(Records excerpted from a collection)
--------------------------------

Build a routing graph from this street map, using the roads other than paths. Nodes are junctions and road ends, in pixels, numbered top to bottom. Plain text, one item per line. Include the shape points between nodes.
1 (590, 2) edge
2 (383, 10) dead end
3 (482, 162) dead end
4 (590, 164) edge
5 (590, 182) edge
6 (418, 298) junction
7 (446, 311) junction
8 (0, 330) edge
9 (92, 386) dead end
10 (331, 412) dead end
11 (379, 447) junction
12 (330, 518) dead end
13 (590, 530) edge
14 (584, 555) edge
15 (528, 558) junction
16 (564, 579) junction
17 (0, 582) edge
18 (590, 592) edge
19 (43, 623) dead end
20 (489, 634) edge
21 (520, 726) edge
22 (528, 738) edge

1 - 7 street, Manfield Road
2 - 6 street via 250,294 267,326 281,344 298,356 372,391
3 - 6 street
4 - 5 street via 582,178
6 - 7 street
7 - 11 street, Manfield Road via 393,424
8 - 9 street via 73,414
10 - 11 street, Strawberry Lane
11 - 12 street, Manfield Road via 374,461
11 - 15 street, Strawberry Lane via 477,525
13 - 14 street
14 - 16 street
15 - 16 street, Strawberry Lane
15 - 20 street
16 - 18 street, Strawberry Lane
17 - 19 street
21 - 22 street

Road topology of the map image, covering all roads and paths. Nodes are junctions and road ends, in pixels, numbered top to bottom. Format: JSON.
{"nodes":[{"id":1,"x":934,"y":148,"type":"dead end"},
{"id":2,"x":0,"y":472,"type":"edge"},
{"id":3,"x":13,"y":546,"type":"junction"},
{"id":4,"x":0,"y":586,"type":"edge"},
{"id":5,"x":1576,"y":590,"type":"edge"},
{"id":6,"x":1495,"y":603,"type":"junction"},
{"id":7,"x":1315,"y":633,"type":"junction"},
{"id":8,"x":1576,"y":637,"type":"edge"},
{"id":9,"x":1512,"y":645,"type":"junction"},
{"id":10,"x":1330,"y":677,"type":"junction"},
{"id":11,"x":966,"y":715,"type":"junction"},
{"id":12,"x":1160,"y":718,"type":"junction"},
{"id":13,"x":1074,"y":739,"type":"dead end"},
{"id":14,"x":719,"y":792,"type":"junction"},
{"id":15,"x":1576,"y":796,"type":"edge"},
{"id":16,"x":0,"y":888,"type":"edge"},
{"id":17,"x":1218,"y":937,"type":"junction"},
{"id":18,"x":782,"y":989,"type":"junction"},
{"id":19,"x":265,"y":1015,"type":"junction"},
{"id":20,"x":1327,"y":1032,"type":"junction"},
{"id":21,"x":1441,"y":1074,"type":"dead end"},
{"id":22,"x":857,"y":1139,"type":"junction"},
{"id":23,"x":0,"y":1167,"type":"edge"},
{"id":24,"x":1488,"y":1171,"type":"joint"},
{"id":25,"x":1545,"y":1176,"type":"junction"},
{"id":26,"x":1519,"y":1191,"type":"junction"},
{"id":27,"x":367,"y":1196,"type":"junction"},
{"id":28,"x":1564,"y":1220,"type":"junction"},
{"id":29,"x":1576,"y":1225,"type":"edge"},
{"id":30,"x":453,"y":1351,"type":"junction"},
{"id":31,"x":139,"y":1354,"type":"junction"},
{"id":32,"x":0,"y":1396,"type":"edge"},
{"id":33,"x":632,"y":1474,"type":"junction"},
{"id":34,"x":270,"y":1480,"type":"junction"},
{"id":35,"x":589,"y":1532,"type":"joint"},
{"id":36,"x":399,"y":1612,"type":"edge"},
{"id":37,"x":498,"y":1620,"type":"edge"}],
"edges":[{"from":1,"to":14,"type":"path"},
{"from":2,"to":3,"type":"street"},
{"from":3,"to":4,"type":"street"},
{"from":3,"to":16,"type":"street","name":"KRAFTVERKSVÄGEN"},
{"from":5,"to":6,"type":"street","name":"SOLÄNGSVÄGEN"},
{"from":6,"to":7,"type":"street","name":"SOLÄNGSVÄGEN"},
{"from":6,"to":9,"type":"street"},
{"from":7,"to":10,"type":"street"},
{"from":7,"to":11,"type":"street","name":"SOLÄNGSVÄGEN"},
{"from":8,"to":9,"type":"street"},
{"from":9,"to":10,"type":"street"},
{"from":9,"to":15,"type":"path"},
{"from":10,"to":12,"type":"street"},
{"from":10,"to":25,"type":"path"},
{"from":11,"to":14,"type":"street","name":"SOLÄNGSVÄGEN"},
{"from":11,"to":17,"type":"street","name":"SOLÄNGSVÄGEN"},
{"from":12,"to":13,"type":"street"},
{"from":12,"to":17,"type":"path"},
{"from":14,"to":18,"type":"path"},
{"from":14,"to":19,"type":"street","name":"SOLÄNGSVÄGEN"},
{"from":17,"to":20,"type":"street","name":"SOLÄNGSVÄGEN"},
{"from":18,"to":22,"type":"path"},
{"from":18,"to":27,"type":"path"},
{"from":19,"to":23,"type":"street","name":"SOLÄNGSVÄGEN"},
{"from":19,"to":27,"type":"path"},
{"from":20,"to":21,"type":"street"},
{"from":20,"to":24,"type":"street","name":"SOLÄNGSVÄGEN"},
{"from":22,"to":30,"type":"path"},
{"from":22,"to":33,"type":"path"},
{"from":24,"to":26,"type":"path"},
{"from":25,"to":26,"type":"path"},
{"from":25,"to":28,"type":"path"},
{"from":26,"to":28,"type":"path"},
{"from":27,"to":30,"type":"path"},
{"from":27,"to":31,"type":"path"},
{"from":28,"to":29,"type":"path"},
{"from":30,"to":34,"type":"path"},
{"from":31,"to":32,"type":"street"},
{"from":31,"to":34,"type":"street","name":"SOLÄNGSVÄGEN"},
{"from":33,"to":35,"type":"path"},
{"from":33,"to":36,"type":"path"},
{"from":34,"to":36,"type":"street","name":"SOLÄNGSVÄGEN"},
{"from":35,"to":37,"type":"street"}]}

--------------------------------

■ Aim of the task
Restate the data word for word.

■ Output for this task
Build a routing graph from this street map, using the roads other than paths. Nodes are junctions and road ends, in pixels, numbered top to bottom. Plain text, one item per line. Include the shape points between nodes.
1 (590, 2) edge
2 (383, 10) dead end
3 (482, 162) dead end
4 (590, 164) edge
5 (590, 182) edge
6 (418, 298) junction
7 (446, 311) junction
8 (0, 330) edge
9 (92, 386) dead end
10 (331, 412) dead end
11 (379, 447) junction
12 (330, 518) dead end
13 (590, 530) edge
14 (584, 555) edge
15 (528, 558) junction
16 (564, 579) junction
17 (0, 582) edge
18 (590, 592) edge
19 (43, 623) dead end
20 (489, 634) edge
21 (520, 726) edge
22 (528, 738) edge

1 - 7 street, Manfield Road
2 - 6 street via 250,294 267,326 281,344 298,356 372,391
3 - 6 street
4 - 5 street via 582,178
6 - 7 street
7 - 11 street, Manfield Road via 393,424
8 - 9 street via 73,414
10 - 11 street, Strawberry Lane
11 - 12 street, Manfield Road via 374,461
11 - 15 street, Strawberry Lane via 477,525
13 - 14 street
14 - 16 street
15 - 16 street, Strawberry Lane
15 - 20 street
16 - 18 street, Strawberry Lane
17 - 19 street
21 - 22 street

Road topology of the map image, covering all roads and paths. Nodes are junctions and road ends, in pixels, numbered top to bottom. Format: JSON.
{"nodes":[{"id":1,"x":934,"y":148,"type":"dead end"},
{"id":2,"x":0,"y":472,"type":"edge"},
{"id":3,"x":13,"y":546,"type":"junction"},
{"id":4,"x":0,"y":586,"type":"edge"},
{"id":5,"x":1576,"y":590,"type":"edge"},
{"id":6,"x":1495,"y":603,"type":"junction"},
{"id":7,"x":1315,"y":633,"type":"junction"},
{"id":8,"x":1576,"y":637,"type":"edge"},
{"id":9,"x":1512,"y":645,"type":"junction"},
{"id":10,"x":1330,"y":677,"type":"junction"},
{"id":11,"x":966,"y":715,"type":"junction"},
{"id":12,"x":1160,"y":718,"type":"junction"},
{"id":13,"x":1074,"y":739,"type":"dead end"},
{"id":14,"x":719,"y":792,"type":"junction"},
{"id":15,"x":1576,"y":796,"type":"edge"},
{"id":16,"x":0,"y":888,"type":"edge"},
{"id":17,"x":1218,"y":937,"type":"junction"},
{"id":18,"x":782,"y":989,"type":"junction"},
{"id":19,"x":265,"y":1015,"type":"junction"},
{"id":20,"x":1327,"y":1032,"type":"junction"},
{"id":21,"x":1441,"y":1074,"type":"dead end"},
{"id":22,"x":857,"y":1139,"type":"junction"},
{"id":23,"x":0,"y":1167,"type":"edge"},
{"id":24,"x":1488,"y":1171,"type":"joint"},
{"id":25,"x":1545,"y":1176,"type":"junction"},
{"id":26,"x":1519,"y":1191,"type":"junction"},
{"id":27,"x":367,"y":1196,"type":"junction"},
{"id":28,"x":1564,"y":1220,"type":"junction"},
{"id":29,"x":1576,"y":1225,"type":"edge"},
{"id":30,"x":453,"y":1351,"type":"junction"},
{"id":31,"x":139,"y":1354,"type":"junction"},
{"id":32,"x":0,"y":1396,"type":"edge"},
{"id":33,"x":632,"y":1474,"type":"junction"},
{"id":34,"x":270,"y":1480,"type":"junction"},
{"id":35,"x":589,"y":1532,"type":"joint"},
{"id":36,"x":399,"y":1612,"type":"edge"},
{"id":37,"x":498,"y":1620,"type":"edge"}],
"edges":[{"from":1,"to":14,"type":"path"},
{"from":2,"to":3,"type":"street"},
{"from":3,"to":4,"type":"street"},
{"from":3,"to":16,"type":"street","name":"KRAFTVERKSVÄGEN"},
{"from":5,"to":6,"type":"street","name":"SOLÄNGSVÄGEN"},
{"from":6,"to":7,"type":"street","name":"SOLÄNGSVÄGEN"},
{"from":6,"to":9,"type":"street"},
{"from":7,"to":10,"type":"street"},
{"from":7,"to":11,"type":"street","name":"SOLÄNGSVÄGEN"},
{"from":8,"to":9,"type":"street"},
{"from":9,"to":10,"type":"street"},
{"from":9,"to":15,"type":"path"},
{"from":10,"to":12,"type":"street"},
{"from":10,"to":25,"type":"path"},
{"from":11,"to":14,"type":"street","name":"SOLÄNGSVÄGEN"},
{"from":11,"to":17,"type":"street","name":"SOLÄNGSVÄGEN"},
{"from":12,"to":13,"type":"street"},
{"from":12,"to":17,"type":"path"},
{"from":14,"to":18,"type":"path"},
{"from":14,"to":19,"type":"street","name":"SOLÄNGSVÄGEN"},
{"from":17,"to":20,"type":"street","name":"SOLÄNGSVÄGEN"},
{"from":18,"to":22,"type":"path"},
{"from":18,"to":27,"type":"path"},
{"from":19,"to":23,"type":"street","name":"SOLÄNGSVÄGEN"},
{"from":19,"to":27,"type":"path"},
{"from":20,"to":21,"type":"street"},
{"from":20,"to":24,"type":"street","name":"SOLÄNGSVÄGEN"},
{"from":22,"to":30,"type":"path"},
{"from":22,"to":33,"type":"path"},
{"from":24,"to":26,"type":"path"},
{"from":25,"to":26,"type":"path"},
{"from":25,"to":28,"type":"path"},
{"from":26,"to":28,"type":"path"},
{"from":27,"to":30,"type":"path"},
{"from":27,"to":31,"type":"path"},
{"from":28,"to":29,"type":"path"},
{"from":30,"to":34,"type":"path"},
{"from":31,"to":32,"type":"street"},
{"from":31,"to":34,"type":"street","name":"SOLÄNGSVÄGEN"},
{"from":33,"to":35,"type":"path"},
{"from":33,"to":36,"type":"path"},
{"from":34,"to":36,"type":"street","name":"SOLÄNGSVÄGEN"},
{"from":35,"to":37,"type":"street"}]}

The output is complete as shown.